Quien pudiera ser de nuevo el muchacho de ojos vivos, con un cuaderno en la mano, y en el alma un sueño. Y mi juventud... y ese no saber que ser; y mis amores... y mis lágrimas... y ese irme "haciendo" a fuerza de vivir.

¿Por qué, Señor, alguien, por algo, me cortó el andar? ¿Quién ahora guiará los pasos de mi hijo, peinará las canas de mi madre y hará sentir mujer a una mujer? ¿Por qué fue tan fácil, para uno que tiene vida como la tuve, truncar mi senda? ¿Es que no sabía que mi culpa y su culpa son menores que la vida?...

No previó, que así de fácil otro puede robarle lo que me quitó (la vida). Daría todo (y no tengo nada) por volver a sentir la lluvia que maldije, oír el desesperante ladrido de un perro en la madrugada, o pisar el fastidioso barro de mi cuadra. Hasta las cosa que odié, hoy las extraño, porque eran mías, ¡cuando yo era!

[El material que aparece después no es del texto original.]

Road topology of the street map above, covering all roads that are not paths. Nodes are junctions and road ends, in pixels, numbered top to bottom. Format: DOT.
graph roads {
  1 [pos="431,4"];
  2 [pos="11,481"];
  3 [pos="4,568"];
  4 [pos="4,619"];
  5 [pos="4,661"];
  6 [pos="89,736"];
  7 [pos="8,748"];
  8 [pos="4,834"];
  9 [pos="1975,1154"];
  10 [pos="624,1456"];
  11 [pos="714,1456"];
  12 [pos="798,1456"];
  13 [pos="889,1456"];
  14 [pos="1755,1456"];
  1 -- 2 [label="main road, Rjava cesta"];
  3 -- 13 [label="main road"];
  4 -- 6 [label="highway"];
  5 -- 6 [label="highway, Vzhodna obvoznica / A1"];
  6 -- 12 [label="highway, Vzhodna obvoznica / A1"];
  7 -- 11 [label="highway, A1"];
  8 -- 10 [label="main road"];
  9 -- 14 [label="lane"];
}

Hoy, soy un recuerdo triste... (El que mataron). ¡Ah!... ¡si pudiera hablar!, les pediría a todos que cuiden la vida; la suya y la ajena, que son ¡una! ¡Quítele a un hombre lo que quiera, que aún desnudo y con hambre es un hombre!; pero permítele a Dios quien le dio la vida disponer de ella. No lo condene al frío del olvido, porque hacerlo, es un mal que no se borra... Debo callar... hay una sombra siniestra que me grita ¡silencio! al fin, ya no soy mas que un recuerdo triste... el que mataron.

 

 

Autor: Raúl Quijano Posada

Fue escrito por Raúl Quijano Posada, me pareció muy interesante ver como se debe amar la vida porque cuando te la quitan, es cuando te arrepientes de no haber sido útil en ella.